(How to complete this task)
Which lines below mention "heat"? Pick each one out.

(Given records)
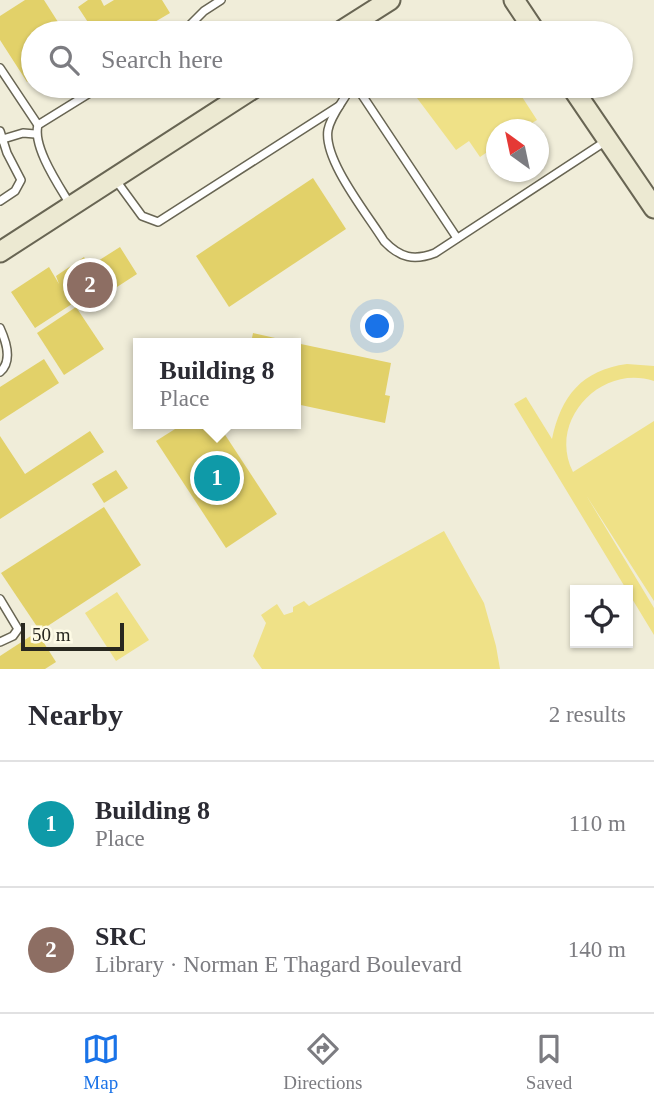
<!DOCTYPE html>
<html lang="en">
<head>
<meta charset="utf-8">
<style>
	:root { --surface:#fff; --page:#f7f7f7; --text:#2b2b33; --muted:#7c7c81; --line:#e1e1e2; --accent:#1a73e8 }
	body { margin:0; font-family:"Times New Roman",serif; background:var(--page); color:var(--text) }
	.controls { position:absolute; right:21px; bottom:21px; display:grid; overflow:hidden; border-radius:0px; box-shadow:0 2px 5px #0004 }
	.controls button { width:63px; height:63px; display:grid; place-items:center; padding:0; border:0; border-bottom:2px solid var(--line); background:var(--surface); color:var(--text); font:35px sans-serif }
	.compass { position:absolute; left:486px; top:119px; width:63px; height:63px; border-radius:50%; background:var(--surface); box-shadow:0 2px 5px #0004; rotate:327deg }
	.scale { position:absolute; left:21px; bottom:18px; width:103px; box-sizing:border-box; padding-left:7px; border:4px solid #28271f; border-top:0; font-size:19px; line-height:24px; white-space:nowrap; color:#28271f; -webkit-text-stroke:5px #fefbe6; paint-order:stroke }
	.you { position:absolute; left:378px; top:327px; width:24px; height:24px; margin:-18px; border:5px solid #fff; border-radius:50%; background:#1a73e8; box-shadow:0 0 0 10px #1a73e833 }
	.badge { display:grid; place-items:center; width:46px; height:46px; border-radius:50%; background:var(--accent); color:#fff; font-size:23px; font-weight:700 }
	.pin { position:absolute; translate:-50% -50%; border:4px solid #fff; box-shadow:0 2px 7px #0006 }
	.popup { position:absolute; left:133px; top:338px; width:168px; height:91px; box-sizing:border-box; display:grid; place-content:center; border-radius:0px; background:var(--surface); filter:drop-shadow(0 2px 5px #0005); font-size:23px; white-space:nowrap; color:var(--muted) }
	.popup b { font-size:26px; color:var(--text) }
	.popup::after { content:''; position:absolute; left:50%; top:100%; margin-left:-14px; border:14px solid transparent; border-top-color:var(--surface) }
	.list { margin:0; padding:0; list-style:none }
	h2 { display:flex; justify-content:space-between; align-items:center; height:91px; margin:0; padding:0 28px; font-size:30px }
	h2 small { font-size:23px; font-weight:400; color:var(--muted) }
	.list li { display:grid; grid-template-columns:46px 1fr auto; gap:21px; align-items:center; box-sizing:border-box; height:126px; padding:0 28px; border-top:2px solid var(--line) }
	.list b { display:block; font-size:26px; white-space:nowrap }
	.list p { margin:0; font-size:23px; white-space:nowrap; color:var(--muted) }
	.list em { font-size:23px; font-style:normal; color:var(--muted) }
	.icon { flex:none; width:38px; height:38px; fill:none; stroke:currentColor; stroke-width:2; stroke-linecap:round; stroke-linejoin:round }
	.map { position:relative; flex:none; width:654px; height:669px; overflow:hidden }
	.search { position:absolute; background:var(--surface); box-shadow:0 2px 5px #0004; left:21px; right:21px; top:21px; height:77px; display:flex; align-items:center; gap:18px; box-sizing:border-box; padding:0 24px; border-radius:38px; color:var(--muted); font-size:26px }
	.sheet { height:343px; background:var(--surface) }
	nav { display:flex; justify-content:space-around; align-items:center; box-sizing:border-box; height:98px; border-top:2px solid var(--line); background:var(--surface); font-size:19px; color:var(--muted) }
	nav a { display:grid; justify-items:center; gap:4px }
	nav .on { color:var(--accent) }
	.map>svg:first-child { display:block }
	.green { fill:#efe187 }
	.building { fill:#e2d169 }
	.lines { fill:none; stroke-linecap:round; stroke-linejoin:round }
	.lane-casing { stroke:#686553; stroke-width:10 }
	.secondary-casing { stroke:#686553; stroke-width:23 }
	.lane { stroke:#fff; stroke-width:7 }
	.secondary { stroke:#ece9d2; stroke-width:19 }
</style>
</head>
<body>
<div class="map">
<svg width="654" height="669" viewBox="0 0 654 669">
	<rect width="100%" height="100%" fill="#f0edd9"/>
	<g class="green">
		<path d="M408,86H515L537,120L522,129L496,130V146L480,157L469,141L456,150Z"/>
		<path d="M627,364L654,366V381C601,363 547,421 573,472L654,421V601L586,495L654,608V635L514,404L526,397L552,439C561,396 582,370 627,364Z"/>
		<path d="M444,531L484,603L496,646L500,669H262L253,656L266,623L261,615L277,604L284,615L293,612V607L304,601L309,606Z"/>
		<path d="M117,592L149,640L116,661L85,613Z"/>
	</g>
	<g class="building">
		<path d="M25,0H44L65,33H33V79L27,82L0,40V16Z"/>
		<path d="M88,0H101L104,6L114,0H162L170,13L136,33H95L78,7Z"/>
		<path d="M313,178L346,229L229,307L196,256Z"/>
		<path d="M120,247L137,274L100,298L97,295L90,300L89,298L82,302L80,300L73,306L72,304L35,328L11,292L49,267L59,284L56,276L84,257L90,266Z"/>
		<path d="M76,307L104,349L64,375L37,333Z"/>
		<path d="M253,333L293,342V343H251Z"/>
		<path d="M296,343L391,363L385,395L390,396L385,423L296,404Z"/>
		<path d="M44,359L59,383L0,421V387Z"/>
		<path d="M183,424H218L277,514L226,548L156,441Z"/>
		<path d="M90,431L104,452L0,519V436L25,474Z"/>
		<path d="M116,470L128,488L104,503L92,484Z"/>
		<path d="M104,507L141,565L40,631L1,573Z"/>
		<path d="M37,632L56,662L45,669H0V656Z"/>
	</g>
	<g class="lines">
		<g class="lane-casing">
			<g id="lane">
				<path d="M182,33L204,11L221,0"/>
				<path d="M0,68L38,125"/>
				<path d="M351,86C345,100 331,114 328,130C323,160 368,215 384,241C400,258 414,261 435,253L606,141"/>
				<path d="M351,87L360,92L457,238"/>
				<path d="M0,131L7,153L21,180L15,191L0,201"/>
				<path d="M0,140L23,133L35,134"/>
				<path d="M115,179L142,216L158,222L339,106"/>
				<path d="M71,206C60,187 32,147 38,125L101,86"/>
				<path d="M0,328C6,341 13,361 0,372"/>
				<path d="M0,599L18,629L13,636L0,642"/>
			</g>
		</g>
		<g class="secondary-casing">
			<g id="secondary">
				<path d="M514,0L536,33"/>
				<path d="M338,33L390,0"/>
				<path d="M571,86L654,208"/>
				<path d="M0,252L257,86"/>
			</g>
		</g>
		<use href="#lane" class="lane"/>
		<use href="#secondary" class="secondary"/>
	</g>
</svg>
<div class="controls">
<button><svg class="icon" aria-label="locate" viewBox="0 0 24 24"><circle cx="12" cy="12" r="6"/><path d="M12 2v4M12 18v4M2 12h4M18 12h4"/></svg></button>
</div>
<svg class="compass" viewBox="-18 -18 36 36"><path d="M0-13l5 13h-10z" fill="#e53935"/><path d="M0 13l5-13h-10z" fill="#7c7c81"/></svg>
<div class="scale">50 m</div>
<div class="you"></div>
<div class="pin badge" style="left:217px;top:478px;background:#0f9aa8">1</div>
<div class="popup"><b>Building 8</b>Place</div>
<div class="pin badge" style="left:90px;top:285px;background:#8d6e63">2</div>
<div class="search"><svg class="icon" aria-label="search" viewBox="0 0 24 24"><circle cx="10" cy="10" r="6"/><path d="M15 15l6 6"/></svg>Search here</div>
</div>
<section class="sheet">
<h2>Nearby<small>2 results</small></h2>
<ul class="list">
<li><span class="badge" style="background:#0f9aa8">1</span><div><b>Building 8</b><p>Place</p></div><em>110 m</em></li>
<li><span class="badge" style="background:#8d6e63">2</span><div><b>SRC</b><p>Library · Norman E Thagard Boulevard</p></div><em>140 m</em></li>
</ul>
</section>
<nav>
<a class="on"><svg class="icon" aria-label="map" viewBox="0 0 24 24"><path d="M3 6l6-2 6 2 6-2v14l-6 2-6-2-6 2zM9 4v14M15 6v14"/></svg>Map</a>
<a><svg class="icon" aria-label="directions" viewBox="0 0 24 24"><path d="M12 3l9 9-9 9-9-9zM9 14v-3h6M13 9l2 2-2 2"/></svg>Directions</a>
<a><svg class="icon" aria-label="saved" viewBox="0 0 24 24"><path d="M7 4h10v16l-5-4-5 4z"/></svg>Saved</a>
</nav>
</body>
</html>
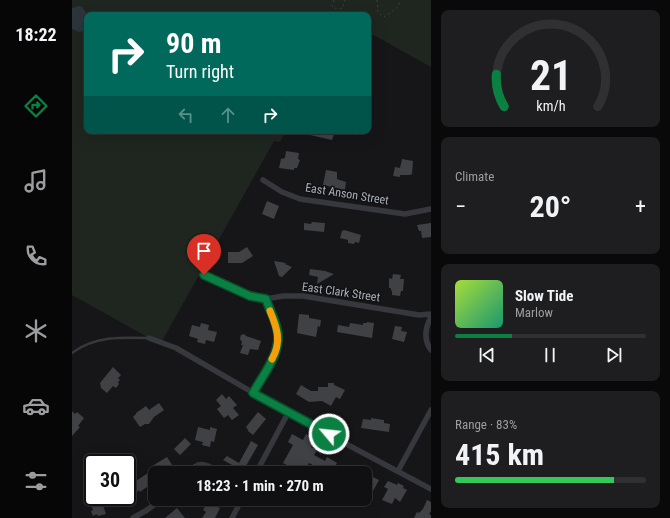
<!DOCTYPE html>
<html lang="en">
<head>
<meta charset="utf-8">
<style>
  body { margin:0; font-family:"Roboto Condensed",sans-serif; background:#1e1e20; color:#f1f3f6; height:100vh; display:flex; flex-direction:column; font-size:15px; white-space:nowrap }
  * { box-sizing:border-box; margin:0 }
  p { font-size:13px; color:#9c9d9f }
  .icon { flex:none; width:22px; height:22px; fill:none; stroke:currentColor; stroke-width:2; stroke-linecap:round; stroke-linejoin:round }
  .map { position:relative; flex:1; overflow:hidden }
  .side { display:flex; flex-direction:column; gap:10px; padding:10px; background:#09090a; width:239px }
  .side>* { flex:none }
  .banner { position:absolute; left:12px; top:12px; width:287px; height:122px; border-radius:8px; box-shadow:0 4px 16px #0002,0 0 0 1px #303032; background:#00695c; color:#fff; overflow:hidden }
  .speed { position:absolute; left:12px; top:454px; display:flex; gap:8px; font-size:20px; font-weight:700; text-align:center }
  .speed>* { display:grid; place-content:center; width:52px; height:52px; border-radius:50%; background:#101012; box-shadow:0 4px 16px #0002,0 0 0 1px #303032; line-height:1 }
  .speed .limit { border:2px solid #111; border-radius:6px; background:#fff; color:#111 }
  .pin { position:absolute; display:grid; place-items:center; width:34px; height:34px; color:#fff; margin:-41px -17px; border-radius:50% 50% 50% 0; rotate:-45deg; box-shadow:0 0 4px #0007 }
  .pin .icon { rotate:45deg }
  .me { position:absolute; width:44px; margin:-22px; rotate:298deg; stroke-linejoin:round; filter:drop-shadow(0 0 3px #0008) }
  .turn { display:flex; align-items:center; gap:14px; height:84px; padding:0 16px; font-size:18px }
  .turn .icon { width:52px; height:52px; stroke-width:2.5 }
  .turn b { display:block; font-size:28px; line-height:34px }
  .lanes { display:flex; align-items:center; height:38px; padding:0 16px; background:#0003; justify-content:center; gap:20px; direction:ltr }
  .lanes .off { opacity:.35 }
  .big { font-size:30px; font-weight:700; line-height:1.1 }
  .side .widget { flex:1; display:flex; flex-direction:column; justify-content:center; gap:6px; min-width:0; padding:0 14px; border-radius:8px; background:#1e1e20 }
  .side .dial { align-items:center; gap:0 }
  .dial svg { height:104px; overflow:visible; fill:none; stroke:#303032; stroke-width:7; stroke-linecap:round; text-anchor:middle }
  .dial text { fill:#f1f3f6; stroke:none }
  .song { display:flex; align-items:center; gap:12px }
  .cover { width:48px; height:48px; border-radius:6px; background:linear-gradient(135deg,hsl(80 70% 55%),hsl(160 70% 35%)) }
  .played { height:4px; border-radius:2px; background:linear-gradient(90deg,#0b8043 30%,#303032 30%) }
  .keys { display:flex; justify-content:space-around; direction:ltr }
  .heat { display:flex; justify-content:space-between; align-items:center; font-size:22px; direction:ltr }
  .charge { height:6px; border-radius:3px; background:linear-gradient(90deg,#34c759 83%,#303032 0) }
  .trip { position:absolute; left:76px; top:466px; width:224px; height:40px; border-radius:8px; background:#101012; box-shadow:0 4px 16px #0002,0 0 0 1px #303032; font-weight:700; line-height:40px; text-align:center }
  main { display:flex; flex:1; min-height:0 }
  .tabs { display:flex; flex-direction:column; width:72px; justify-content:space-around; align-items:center; background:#060607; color:#9c9d9f }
  .tabs .icon { width:28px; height:28px }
  .tabs .selected { color:#0b8043 }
  .tabs b { font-size:18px; color:#f1f3f6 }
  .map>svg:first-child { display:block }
</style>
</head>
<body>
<main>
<nav class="tabs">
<b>18:22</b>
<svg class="icon selected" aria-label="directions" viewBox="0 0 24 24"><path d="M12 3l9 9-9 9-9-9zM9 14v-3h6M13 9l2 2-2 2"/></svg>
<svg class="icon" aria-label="music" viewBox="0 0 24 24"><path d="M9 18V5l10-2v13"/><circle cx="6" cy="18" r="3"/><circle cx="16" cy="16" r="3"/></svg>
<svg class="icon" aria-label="phone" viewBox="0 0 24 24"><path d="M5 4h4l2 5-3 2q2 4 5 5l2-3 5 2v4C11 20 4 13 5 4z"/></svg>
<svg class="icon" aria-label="climate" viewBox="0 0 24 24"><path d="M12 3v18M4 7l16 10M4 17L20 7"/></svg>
<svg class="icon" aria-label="car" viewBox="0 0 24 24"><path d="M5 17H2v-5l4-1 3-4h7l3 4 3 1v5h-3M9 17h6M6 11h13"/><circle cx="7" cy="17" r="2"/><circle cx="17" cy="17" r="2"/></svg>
<svg class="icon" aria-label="filters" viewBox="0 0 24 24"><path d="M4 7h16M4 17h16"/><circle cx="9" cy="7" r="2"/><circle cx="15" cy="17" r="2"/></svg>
</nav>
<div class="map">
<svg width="359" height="518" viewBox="0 0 359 518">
  <rect width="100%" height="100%" fill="#161618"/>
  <!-- green -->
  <path fill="#1e261f" d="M0 0H359V67L296 32V15H15V131H214L208 142 202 141 89 343 77 338 0 295Z"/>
  <!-- water -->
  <path fill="#2c353c" d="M7 6 10 7 16 15 15 30 7 32 0 29V8Z"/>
  <!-- building -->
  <path fill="#404145" d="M229 131H263L260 140 229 133Z
    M214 151 227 153 226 159 228 160 225 168H222V170L207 168 209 159 213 158Z
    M330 159 341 161 340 174 338 175H328V177L321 176 323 167 328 168Z
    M254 170 265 172V179L274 182 273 190 251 185Z
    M195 201 207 206 202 219 190 214Z
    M240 222 253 223 252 232 232 230V223L239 224Z
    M359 223V237L350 238 349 231H347L345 225Z
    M272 230 289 235 287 243 283 242 282 244 276 243V240L268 238 270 231Z
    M175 247 181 256 170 263H156V252H167Z
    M202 261 214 263 213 264 220 267 210 277 207 276Z
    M238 269 253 271 262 274 245 284 246 277 237 275Z
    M321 274 329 275 328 279H332L331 291H329L328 296 320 295V291L319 290V288H317V278L320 279Z
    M227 314 237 315V318L249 320 248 327 246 326 244 337 225 333Z
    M295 322 302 323 300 338 265 332 266 325 277 327 278 323 291 325V323H295Z
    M129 323 137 325 136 330 145 332 142 342 134 340 133 344 125 342 126 339 117 336 120 325 128 327Z
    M323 326 330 327 329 331 335 332 332 342 320 339Z
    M172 334 174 336 189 341 186 350 178 349 176 355 168 353 171 345H169L170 342 168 339 169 335Z
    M41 367 49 375 46 378 48 380 46 382 47 384 44 388 41 386 35 393 29 388 28 383Z
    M256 383H262V385L273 390 268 399 264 397 259 406 250 401 237 402 224 394 229 385 239 391H246V387H256Z
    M150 394 154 399 157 396 165 405 161 408 167 415 160 420 156 415 152 418 145 409 149 406 144 400Z
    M87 403 92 410 82 417 77 424H73L68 427 61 417 64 414V413L74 406 77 410Z
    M0 411 3 414 5 412 12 418 6 426 8 427 0 436Z
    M186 412 194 419 181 435 176 431V430L174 427Z
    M299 418 312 420V423L318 424 317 432 289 428 291 419 299 420Z
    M126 427 138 430V427L145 429 142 442 139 441 138 447 130 445 131 442 123 440Z
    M220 434 231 440 234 434 240 437 238 440 242 442 239 447 245 450 242 455 253 461 255 457 265 463 263 467 267 468 264 473H251L252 471 237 463 231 473H230L211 463 221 445 216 442Z
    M113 438 119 444 108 455 102 449Z
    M179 441 186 445 171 471 151 460 155 456 167 463Z
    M95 457 100 465 91 473H83V476L76 480 79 484 68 492 67 490 64 493 58 485 79 471 78 469 82 465Z
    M293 473 307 480 301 491 293 487Z
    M316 481 325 485 326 483 332 486 331 488 335 490 328 502 323 498 320 504 310 500 316 489 312 487Z
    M22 497H28L34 514 26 516 25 514 21 516 19 511 21 510 19 504 23 503Z
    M41 497H61L47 506Z
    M140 499 148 501 145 507 148 508 143 518H130L134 512 131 510 134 505 136 506Z
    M355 500 359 502V511L357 514 359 515V518H342L345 512 347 513 351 509Z
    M105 508 113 518H93Z"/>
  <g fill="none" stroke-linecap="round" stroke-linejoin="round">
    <!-- path -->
    <path stroke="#3d3f44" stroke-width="1" stroke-dasharray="2 3" stroke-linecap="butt" d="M262 0 260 6 262 8 270 9 273 0
      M305 0 306 13 312 17 326 7 329 0"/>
    <!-- service -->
    <path stroke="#37383d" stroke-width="2.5" d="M0 353C22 336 50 337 76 338"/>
    <!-- minor -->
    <path stroke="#37383d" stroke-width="5.5" d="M191 180 210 192 228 199 333 214 359 209
      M132 275 178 296 194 299 211 296H231L347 315 359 314
      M359 317C353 328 351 339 359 350
      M77 338 104 348 216 413 359 489
      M181 393C191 375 211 351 205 329 203 319 197 309 194 299
      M326 471 359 410
      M116 473C128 458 136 466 150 473
      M184 473 216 413
      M61 518 75 510 90 499
      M160 518 170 499"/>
  </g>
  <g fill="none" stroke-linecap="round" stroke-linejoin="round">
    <!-- route casing -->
    <g stroke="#07532c" stroke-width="10">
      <path id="route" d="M132 275 178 296 194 299C197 309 203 319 205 329 211 351 191 375 181 393L257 434"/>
    </g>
    <!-- route -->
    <use href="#route" stroke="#0b8043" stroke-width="7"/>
    <!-- slow -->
    <path stroke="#f59e0b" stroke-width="7" d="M198 311C205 328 210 342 200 359"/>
  </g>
  <g text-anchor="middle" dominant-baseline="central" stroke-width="3" stroke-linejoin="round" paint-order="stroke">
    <!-- street labels -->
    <g font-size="12" fill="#a8adb8" stroke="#111113">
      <text transform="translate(275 194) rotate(9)">East Anson Street</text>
      <text transform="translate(269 292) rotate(8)">East Clark Street</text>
    </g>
  </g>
</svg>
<div class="speed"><div class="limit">30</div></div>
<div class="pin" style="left:132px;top:275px;background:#d93025"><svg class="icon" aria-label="arrive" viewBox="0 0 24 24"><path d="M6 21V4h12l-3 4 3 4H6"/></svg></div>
<svg class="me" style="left:257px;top:434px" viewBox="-20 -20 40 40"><circle r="17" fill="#0b8043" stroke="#fff" stroke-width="3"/><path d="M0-11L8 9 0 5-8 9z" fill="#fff"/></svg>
<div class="trip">18:23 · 1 min · 270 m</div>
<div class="banner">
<div class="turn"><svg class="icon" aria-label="right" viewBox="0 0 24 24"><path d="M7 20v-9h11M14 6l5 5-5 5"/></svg><div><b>90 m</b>Turn right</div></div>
<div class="lanes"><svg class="icon off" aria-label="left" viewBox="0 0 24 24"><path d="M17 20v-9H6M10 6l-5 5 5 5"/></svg><svg class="icon off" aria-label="ahead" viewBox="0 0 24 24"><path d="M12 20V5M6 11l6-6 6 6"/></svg><svg class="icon" aria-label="right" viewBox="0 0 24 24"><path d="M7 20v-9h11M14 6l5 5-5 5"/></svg></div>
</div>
</div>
<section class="side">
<div class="widget dial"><svg viewBox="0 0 100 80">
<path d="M14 69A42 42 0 1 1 86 69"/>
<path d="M14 69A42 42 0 0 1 8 44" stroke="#0b8043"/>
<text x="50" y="56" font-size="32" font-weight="700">21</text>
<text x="50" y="72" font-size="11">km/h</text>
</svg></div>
<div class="widget"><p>Climate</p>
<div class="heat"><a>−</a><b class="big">20°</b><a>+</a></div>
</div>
<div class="widget">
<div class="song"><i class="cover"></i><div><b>Slow Tide</b><p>Marlow</p></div></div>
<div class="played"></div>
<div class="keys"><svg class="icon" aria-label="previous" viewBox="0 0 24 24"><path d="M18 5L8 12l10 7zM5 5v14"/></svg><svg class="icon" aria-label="pause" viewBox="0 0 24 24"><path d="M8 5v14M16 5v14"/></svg><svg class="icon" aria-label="next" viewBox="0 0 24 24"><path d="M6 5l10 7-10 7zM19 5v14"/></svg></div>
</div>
<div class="widget"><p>Range · 83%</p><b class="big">415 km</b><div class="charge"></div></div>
</section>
</main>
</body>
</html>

(Exercise answer)
  .heat { display:flex; justify-content:space-between; align-items:center; font-size:22px; direction:ltr }
<div class="heat"><a>−</a><b class="big">20°</b><a>+</a></div>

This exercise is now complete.